— What you will do —
List every line below containing "Right".

— Material for the task —

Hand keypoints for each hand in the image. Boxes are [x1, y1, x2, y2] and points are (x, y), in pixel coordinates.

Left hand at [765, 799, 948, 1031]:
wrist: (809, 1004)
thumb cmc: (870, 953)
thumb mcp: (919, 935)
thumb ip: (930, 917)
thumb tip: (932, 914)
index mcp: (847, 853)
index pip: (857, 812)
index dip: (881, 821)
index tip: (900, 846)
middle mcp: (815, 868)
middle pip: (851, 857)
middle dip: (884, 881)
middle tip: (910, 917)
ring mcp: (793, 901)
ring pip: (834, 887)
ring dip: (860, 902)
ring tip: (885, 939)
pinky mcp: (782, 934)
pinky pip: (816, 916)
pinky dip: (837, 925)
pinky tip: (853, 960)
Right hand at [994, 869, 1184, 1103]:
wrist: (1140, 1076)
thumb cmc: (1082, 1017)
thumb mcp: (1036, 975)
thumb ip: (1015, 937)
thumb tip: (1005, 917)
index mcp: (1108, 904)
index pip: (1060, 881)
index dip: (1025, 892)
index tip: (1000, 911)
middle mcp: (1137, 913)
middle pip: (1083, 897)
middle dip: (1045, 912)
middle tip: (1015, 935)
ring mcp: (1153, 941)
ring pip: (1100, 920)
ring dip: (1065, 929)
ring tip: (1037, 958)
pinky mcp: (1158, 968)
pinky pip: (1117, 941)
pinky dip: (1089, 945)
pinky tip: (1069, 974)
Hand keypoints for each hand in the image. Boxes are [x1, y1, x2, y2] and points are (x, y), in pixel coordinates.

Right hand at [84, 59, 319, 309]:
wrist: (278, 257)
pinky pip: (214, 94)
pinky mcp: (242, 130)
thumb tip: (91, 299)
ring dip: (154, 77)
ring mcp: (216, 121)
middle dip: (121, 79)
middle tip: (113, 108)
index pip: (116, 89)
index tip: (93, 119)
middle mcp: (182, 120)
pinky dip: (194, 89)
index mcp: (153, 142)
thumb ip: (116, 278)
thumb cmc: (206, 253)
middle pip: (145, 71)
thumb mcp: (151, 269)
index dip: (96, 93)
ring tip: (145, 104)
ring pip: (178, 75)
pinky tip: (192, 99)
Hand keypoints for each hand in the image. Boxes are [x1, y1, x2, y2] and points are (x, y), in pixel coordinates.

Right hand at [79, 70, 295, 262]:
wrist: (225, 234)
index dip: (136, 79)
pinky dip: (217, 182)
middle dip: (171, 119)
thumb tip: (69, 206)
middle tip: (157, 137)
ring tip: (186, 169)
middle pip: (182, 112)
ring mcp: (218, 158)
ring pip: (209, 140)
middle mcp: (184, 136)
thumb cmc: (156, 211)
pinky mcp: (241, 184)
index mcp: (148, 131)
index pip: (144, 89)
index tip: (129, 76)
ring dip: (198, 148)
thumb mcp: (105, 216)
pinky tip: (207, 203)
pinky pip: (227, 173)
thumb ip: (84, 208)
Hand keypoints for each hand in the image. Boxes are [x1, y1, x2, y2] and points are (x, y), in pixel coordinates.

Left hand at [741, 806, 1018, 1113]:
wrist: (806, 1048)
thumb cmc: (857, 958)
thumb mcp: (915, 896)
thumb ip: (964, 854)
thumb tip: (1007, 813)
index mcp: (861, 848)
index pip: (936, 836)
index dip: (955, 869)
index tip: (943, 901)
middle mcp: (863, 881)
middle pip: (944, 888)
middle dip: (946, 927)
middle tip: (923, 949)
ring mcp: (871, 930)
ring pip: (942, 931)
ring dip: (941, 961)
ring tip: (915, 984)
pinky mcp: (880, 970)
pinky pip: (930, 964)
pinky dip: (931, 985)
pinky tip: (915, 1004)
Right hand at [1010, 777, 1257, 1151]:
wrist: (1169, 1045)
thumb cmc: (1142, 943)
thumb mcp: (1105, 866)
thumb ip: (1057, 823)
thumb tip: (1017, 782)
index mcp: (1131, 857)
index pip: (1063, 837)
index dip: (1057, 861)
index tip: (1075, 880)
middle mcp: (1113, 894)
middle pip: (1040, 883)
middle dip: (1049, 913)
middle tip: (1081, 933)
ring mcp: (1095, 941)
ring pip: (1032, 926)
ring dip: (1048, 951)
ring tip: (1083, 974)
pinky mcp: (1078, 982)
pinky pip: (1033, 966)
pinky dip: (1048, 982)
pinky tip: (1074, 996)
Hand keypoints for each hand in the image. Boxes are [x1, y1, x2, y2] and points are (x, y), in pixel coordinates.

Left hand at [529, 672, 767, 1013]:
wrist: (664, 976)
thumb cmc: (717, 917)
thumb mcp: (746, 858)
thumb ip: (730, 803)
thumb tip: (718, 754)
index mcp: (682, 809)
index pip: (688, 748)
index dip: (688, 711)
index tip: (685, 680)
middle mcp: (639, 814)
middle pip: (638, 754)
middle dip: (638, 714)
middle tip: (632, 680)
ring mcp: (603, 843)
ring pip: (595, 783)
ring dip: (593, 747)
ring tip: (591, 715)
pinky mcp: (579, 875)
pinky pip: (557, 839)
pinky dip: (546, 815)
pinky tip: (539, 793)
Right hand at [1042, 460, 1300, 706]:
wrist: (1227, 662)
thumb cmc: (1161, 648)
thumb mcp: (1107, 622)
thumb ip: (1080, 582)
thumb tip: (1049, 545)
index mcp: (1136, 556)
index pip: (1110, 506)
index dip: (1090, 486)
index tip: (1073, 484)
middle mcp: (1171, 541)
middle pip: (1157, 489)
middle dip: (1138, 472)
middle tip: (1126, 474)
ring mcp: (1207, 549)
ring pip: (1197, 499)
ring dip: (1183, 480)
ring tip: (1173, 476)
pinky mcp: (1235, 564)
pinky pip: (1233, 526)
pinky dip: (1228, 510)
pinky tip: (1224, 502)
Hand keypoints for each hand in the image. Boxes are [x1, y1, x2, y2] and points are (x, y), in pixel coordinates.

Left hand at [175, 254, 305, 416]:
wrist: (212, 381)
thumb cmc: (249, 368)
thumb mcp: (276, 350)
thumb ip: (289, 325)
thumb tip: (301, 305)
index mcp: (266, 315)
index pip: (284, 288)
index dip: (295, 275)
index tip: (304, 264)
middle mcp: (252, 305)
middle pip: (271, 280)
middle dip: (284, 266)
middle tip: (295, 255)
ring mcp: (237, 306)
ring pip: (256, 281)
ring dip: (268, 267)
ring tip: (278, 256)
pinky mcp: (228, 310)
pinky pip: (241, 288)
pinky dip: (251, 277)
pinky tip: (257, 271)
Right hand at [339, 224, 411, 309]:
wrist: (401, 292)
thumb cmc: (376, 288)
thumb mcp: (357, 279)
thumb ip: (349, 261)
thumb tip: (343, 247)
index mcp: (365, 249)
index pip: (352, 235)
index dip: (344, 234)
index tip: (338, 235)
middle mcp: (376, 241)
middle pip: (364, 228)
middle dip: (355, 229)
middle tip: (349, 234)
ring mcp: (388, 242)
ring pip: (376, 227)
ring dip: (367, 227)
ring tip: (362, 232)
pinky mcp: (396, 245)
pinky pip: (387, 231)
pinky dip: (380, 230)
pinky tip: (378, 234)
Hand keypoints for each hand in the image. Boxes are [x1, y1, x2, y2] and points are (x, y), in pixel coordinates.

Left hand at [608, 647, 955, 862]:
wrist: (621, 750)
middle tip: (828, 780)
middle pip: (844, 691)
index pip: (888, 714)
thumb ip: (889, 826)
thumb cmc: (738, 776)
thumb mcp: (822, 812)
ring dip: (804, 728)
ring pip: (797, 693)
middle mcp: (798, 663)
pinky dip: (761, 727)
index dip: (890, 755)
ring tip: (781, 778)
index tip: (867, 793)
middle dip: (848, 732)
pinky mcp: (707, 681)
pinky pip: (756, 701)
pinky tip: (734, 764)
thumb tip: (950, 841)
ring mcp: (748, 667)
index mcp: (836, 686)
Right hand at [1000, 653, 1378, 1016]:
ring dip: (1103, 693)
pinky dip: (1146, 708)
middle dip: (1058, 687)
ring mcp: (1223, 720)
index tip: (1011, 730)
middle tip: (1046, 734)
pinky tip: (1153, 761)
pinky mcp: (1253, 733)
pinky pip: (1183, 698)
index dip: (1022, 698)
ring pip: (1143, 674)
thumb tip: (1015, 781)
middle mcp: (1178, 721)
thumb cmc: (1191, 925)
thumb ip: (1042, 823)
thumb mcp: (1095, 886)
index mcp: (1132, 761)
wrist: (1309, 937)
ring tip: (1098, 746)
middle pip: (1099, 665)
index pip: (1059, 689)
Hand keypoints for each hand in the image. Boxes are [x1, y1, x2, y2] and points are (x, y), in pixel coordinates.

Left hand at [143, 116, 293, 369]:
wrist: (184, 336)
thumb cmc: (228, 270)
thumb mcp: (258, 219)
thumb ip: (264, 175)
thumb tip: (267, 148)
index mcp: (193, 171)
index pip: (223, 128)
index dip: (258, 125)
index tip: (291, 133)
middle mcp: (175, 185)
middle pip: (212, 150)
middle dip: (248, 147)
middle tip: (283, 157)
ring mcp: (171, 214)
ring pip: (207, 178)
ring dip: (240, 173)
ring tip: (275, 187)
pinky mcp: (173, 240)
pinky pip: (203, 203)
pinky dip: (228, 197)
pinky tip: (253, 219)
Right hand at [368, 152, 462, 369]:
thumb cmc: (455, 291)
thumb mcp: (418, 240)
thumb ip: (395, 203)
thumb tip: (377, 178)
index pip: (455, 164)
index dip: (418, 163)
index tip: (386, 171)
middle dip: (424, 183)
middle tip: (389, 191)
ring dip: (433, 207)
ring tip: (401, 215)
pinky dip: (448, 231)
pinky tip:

— Solution to the exercise —
Right hand at [994, 869, 1184, 1103]:
Right hand at [84, 59, 319, 309]:
Right hand at [79, 70, 295, 262]:
Right hand at [1010, 777, 1257, 1151]:
Right hand at [1042, 460, 1300, 706]:
Right hand at [339, 224, 411, 309]:
Right hand at [1000, 653, 1378, 1016]:
Right hand at [368, 152, 462, 369]:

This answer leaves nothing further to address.